_What you are asked to do_
With pictures left out, set down every record word for word.

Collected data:
....

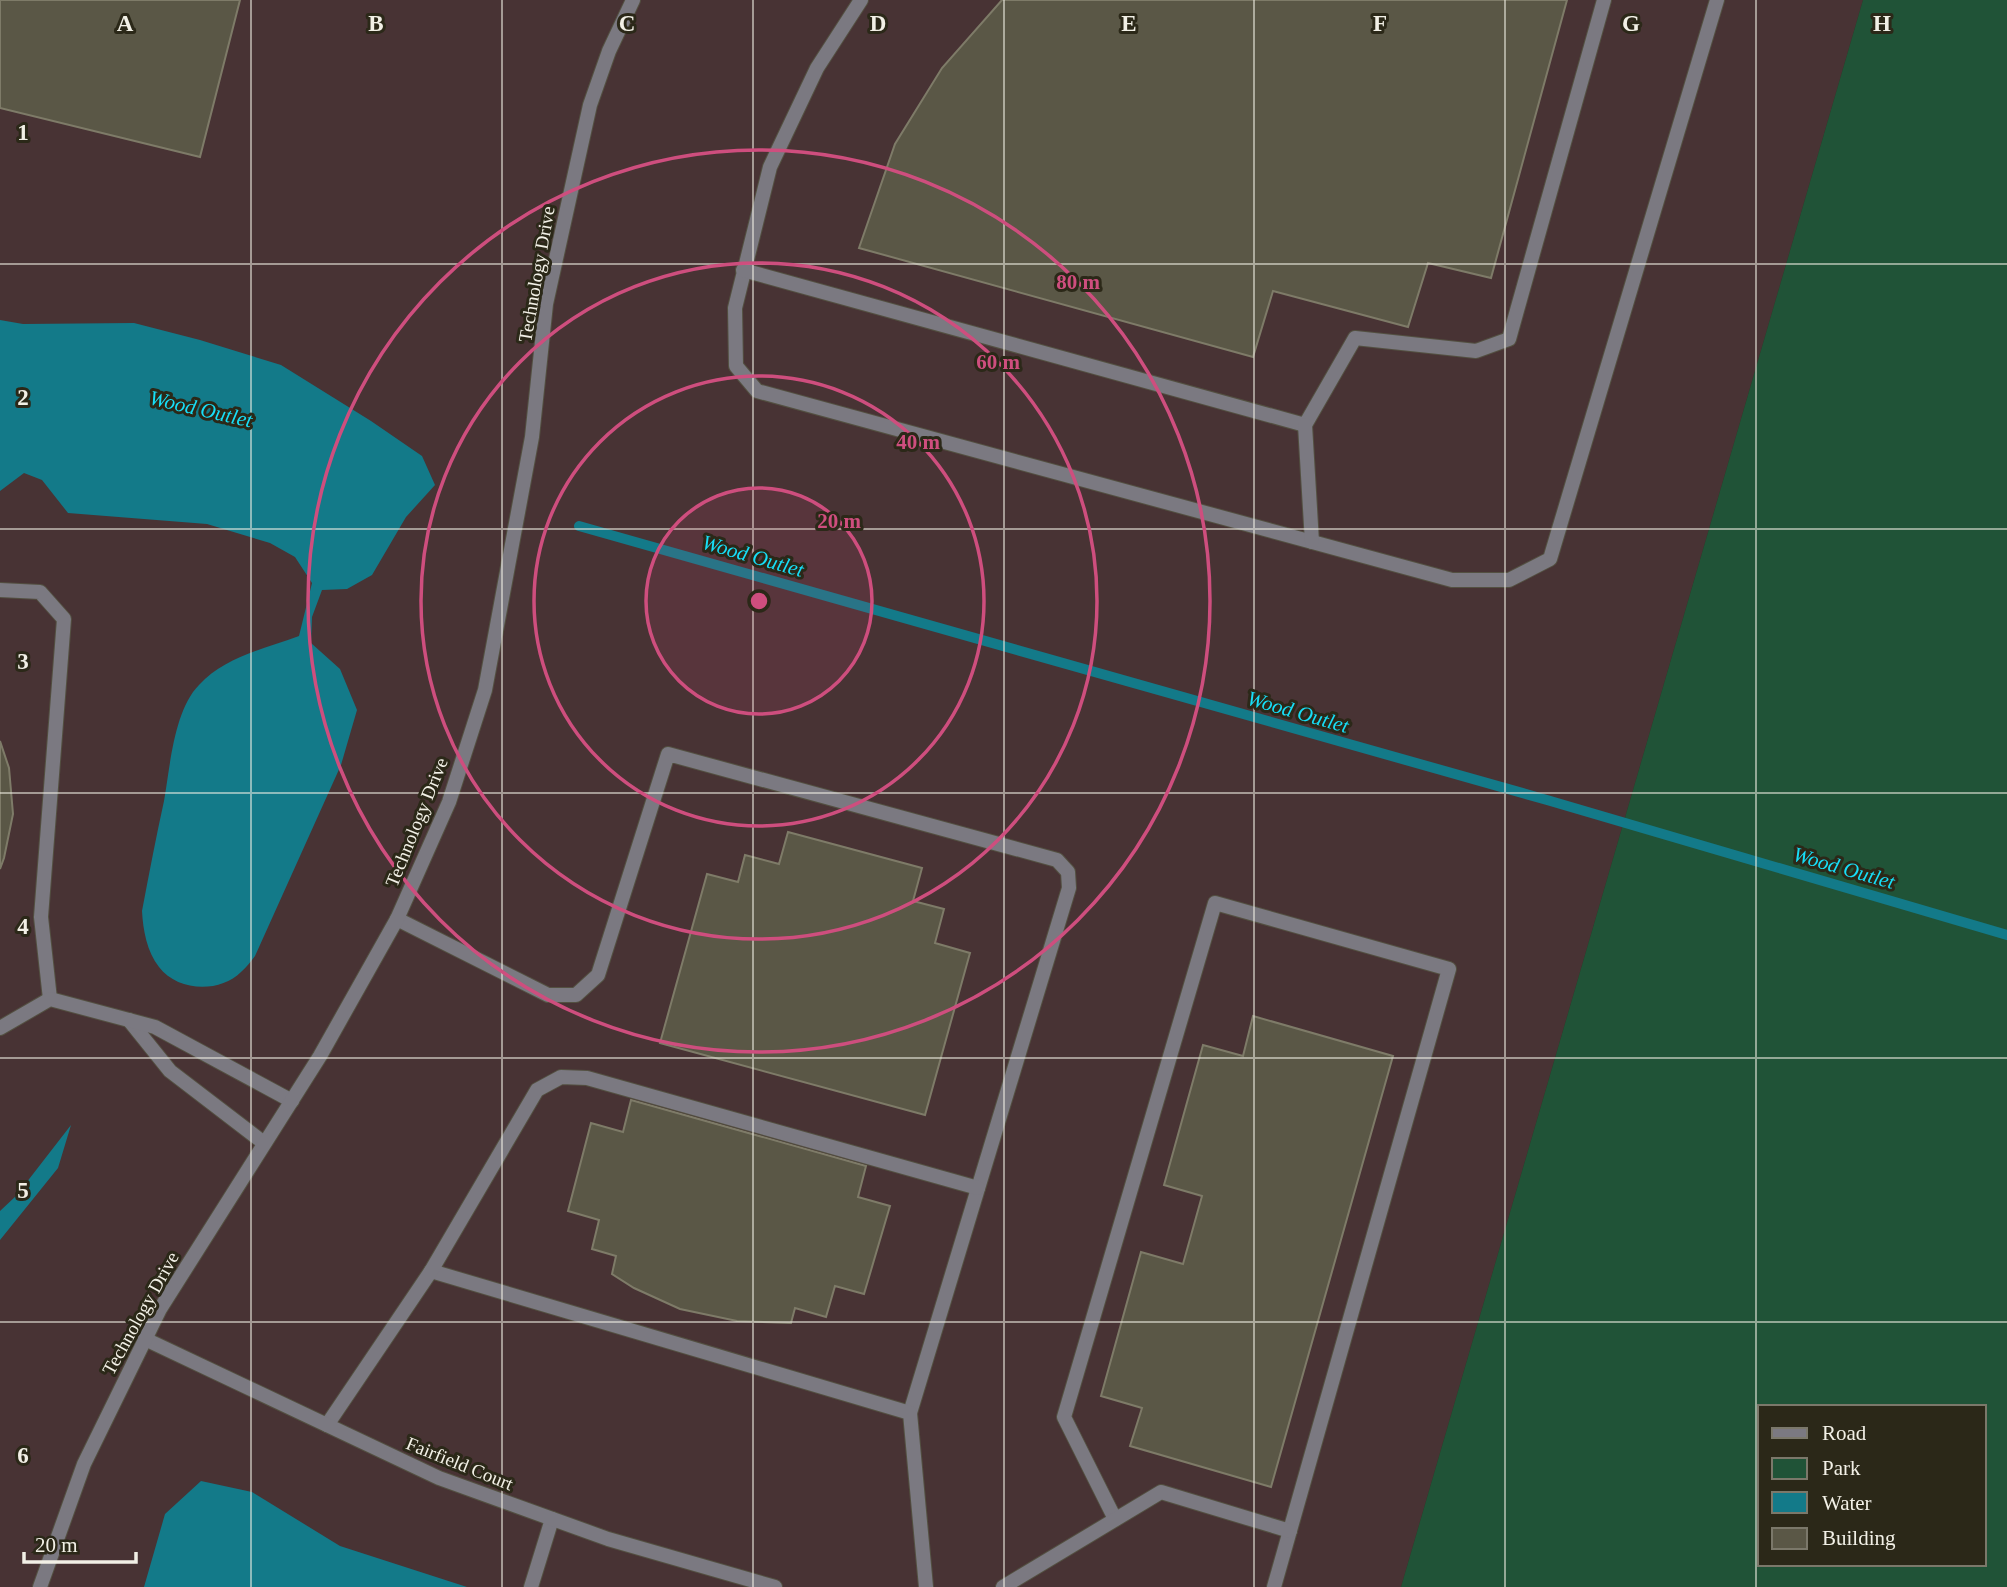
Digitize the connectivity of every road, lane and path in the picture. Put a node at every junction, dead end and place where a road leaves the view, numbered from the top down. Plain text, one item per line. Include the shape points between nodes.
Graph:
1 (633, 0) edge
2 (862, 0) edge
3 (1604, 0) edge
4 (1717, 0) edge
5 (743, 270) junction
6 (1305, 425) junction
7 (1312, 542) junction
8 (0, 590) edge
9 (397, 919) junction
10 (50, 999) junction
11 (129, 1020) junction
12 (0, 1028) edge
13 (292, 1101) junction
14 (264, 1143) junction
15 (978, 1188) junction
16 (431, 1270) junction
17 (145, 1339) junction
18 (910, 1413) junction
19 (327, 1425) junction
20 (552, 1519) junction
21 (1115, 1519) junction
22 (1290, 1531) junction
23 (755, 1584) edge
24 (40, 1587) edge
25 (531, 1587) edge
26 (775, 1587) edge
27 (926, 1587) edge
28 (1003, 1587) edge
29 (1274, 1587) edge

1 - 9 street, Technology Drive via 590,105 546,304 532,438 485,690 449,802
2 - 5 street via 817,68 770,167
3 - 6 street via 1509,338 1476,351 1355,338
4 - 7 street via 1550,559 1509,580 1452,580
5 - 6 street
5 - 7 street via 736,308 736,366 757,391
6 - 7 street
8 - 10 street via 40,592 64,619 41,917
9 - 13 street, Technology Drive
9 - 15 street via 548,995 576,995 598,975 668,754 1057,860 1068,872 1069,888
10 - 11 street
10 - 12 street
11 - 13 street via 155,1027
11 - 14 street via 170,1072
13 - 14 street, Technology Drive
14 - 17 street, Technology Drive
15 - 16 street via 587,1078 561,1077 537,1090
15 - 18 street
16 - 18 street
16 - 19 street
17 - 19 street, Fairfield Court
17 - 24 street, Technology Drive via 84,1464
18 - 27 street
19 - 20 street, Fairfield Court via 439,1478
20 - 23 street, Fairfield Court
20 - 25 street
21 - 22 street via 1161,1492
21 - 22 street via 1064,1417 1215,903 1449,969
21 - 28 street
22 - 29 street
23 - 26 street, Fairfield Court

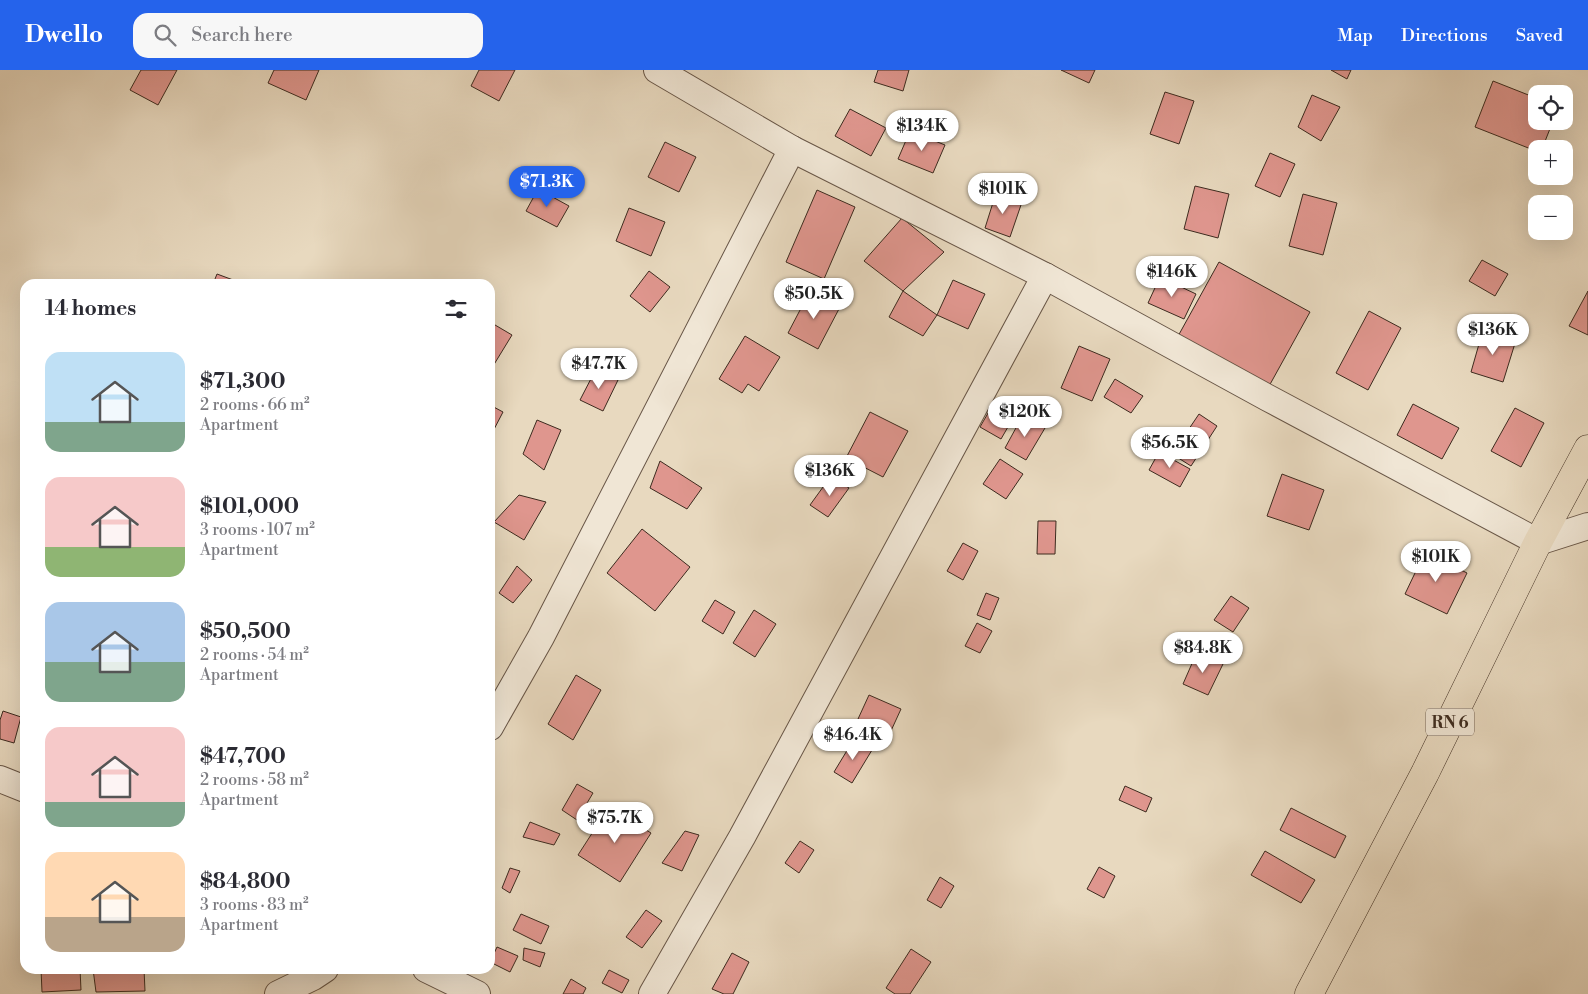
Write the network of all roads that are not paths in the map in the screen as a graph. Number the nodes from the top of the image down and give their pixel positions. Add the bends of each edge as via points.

....

_Response to this task_
Digitize the connectivity of every road, lane and path in the picture. Put a node at every junction, dead end and place where a road leaves the view, numbered from the top down. Plain text, one item per line. Include the shape points between nodes.
Graph:
1 (633, 0) edge
2 (862, 0) edge
3 (1604, 0) edge
4 (1717, 0) edge
5 (743, 270) junction
6 (1305, 425) junction
7 (1312, 542) junction
8 (0, 590) edge
9 (397, 919) junction
10 (50, 999) junction
11 (129, 1020) junction
12 (0, 1028) edge
13 (292, 1101) junction
14 (264, 1143) junction
15 (978, 1188) junction
16 (431, 1270) junction
17 (145, 1339) junction
18 (910, 1413) junction
19 (327, 1425) junction
20 (552, 1519) junction
21 (1115, 1519) junction
22 (1290, 1531) junction
23 (755, 1584) edge
24 (40, 1587) edge
25 (531, 1587) edge
26 (775, 1587) edge
27 (926, 1587) edge
28 (1003, 1587) edge
29 (1274, 1587) edge

1 - 9 street, Technology Drive via 590,105 546,304 532,438 485,690 449,802
2 - 5 street via 817,68 770,167
3 - 6 street via 1509,338 1476,351 1355,338
4 - 7 street via 1550,559 1509,580 1452,580
5 - 6 street
5 - 7 street via 736,308 736,366 757,391
6 - 7 street
8 - 10 street via 40,592 64,619 41,917
9 - 13 street, Technology Drive
9 - 15 street via 548,995 576,995 598,975 668,754 1057,860 1068,872 1069,888
10 - 11 street
10 - 12 street
11 - 13 street via 155,1027
11 - 14 street via 170,1072
13 - 14 street, Technology Drive
14 - 17 street, Technology Drive
15 - 16 street via 587,1078 561,1077 537,1090
15 - 18 street
16 - 18 street
16 - 19 street
17 - 19 street, Fairfield Court
17 - 24 street, Technology Drive via 84,1464
18 - 27 street
19 - 20 street, Fairfield Court via 439,1478
20 - 23 street, Fairfield Court
20 - 25 street
21 - 22 street via 1161,1492
21 - 22 street via 1064,1417 1215,903 1449,969
21 - 28 street
22 - 29 street
23 - 26 street, Fairfield Court

Write the network of all roads that are not paths in the map in the screen as a graph. Number the nodes from the top of the image down and give their pixel positions. Add the bends of each edge as via points.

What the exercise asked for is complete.